_Work instruction_:
Report each line from the listing that the string "thumb" appears in.

══ Data provided ══

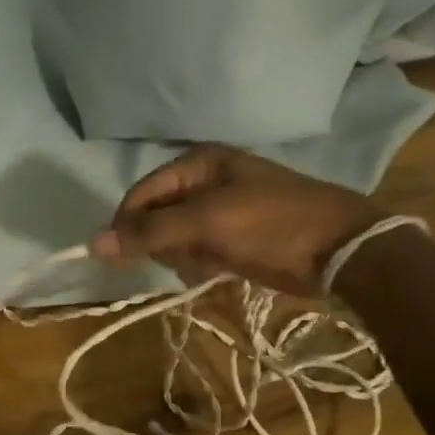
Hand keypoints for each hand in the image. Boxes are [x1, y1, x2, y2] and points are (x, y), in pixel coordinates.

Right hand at [90, 144, 380, 294]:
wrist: (343, 250)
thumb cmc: (271, 225)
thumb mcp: (206, 223)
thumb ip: (149, 233)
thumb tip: (92, 243)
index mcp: (198, 163)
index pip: (141, 193)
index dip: (126, 224)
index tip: (120, 257)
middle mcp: (205, 180)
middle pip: (156, 216)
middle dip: (163, 242)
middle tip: (185, 256)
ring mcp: (220, 209)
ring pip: (174, 237)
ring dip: (183, 256)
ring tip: (206, 265)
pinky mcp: (233, 235)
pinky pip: (197, 250)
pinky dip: (200, 263)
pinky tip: (218, 271)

═══

_Written answer_:
thumb cmc: (271, 225)
thumb mcp: (206, 223)
thumb ip: (149, 233)
thumb tip: (92, 243)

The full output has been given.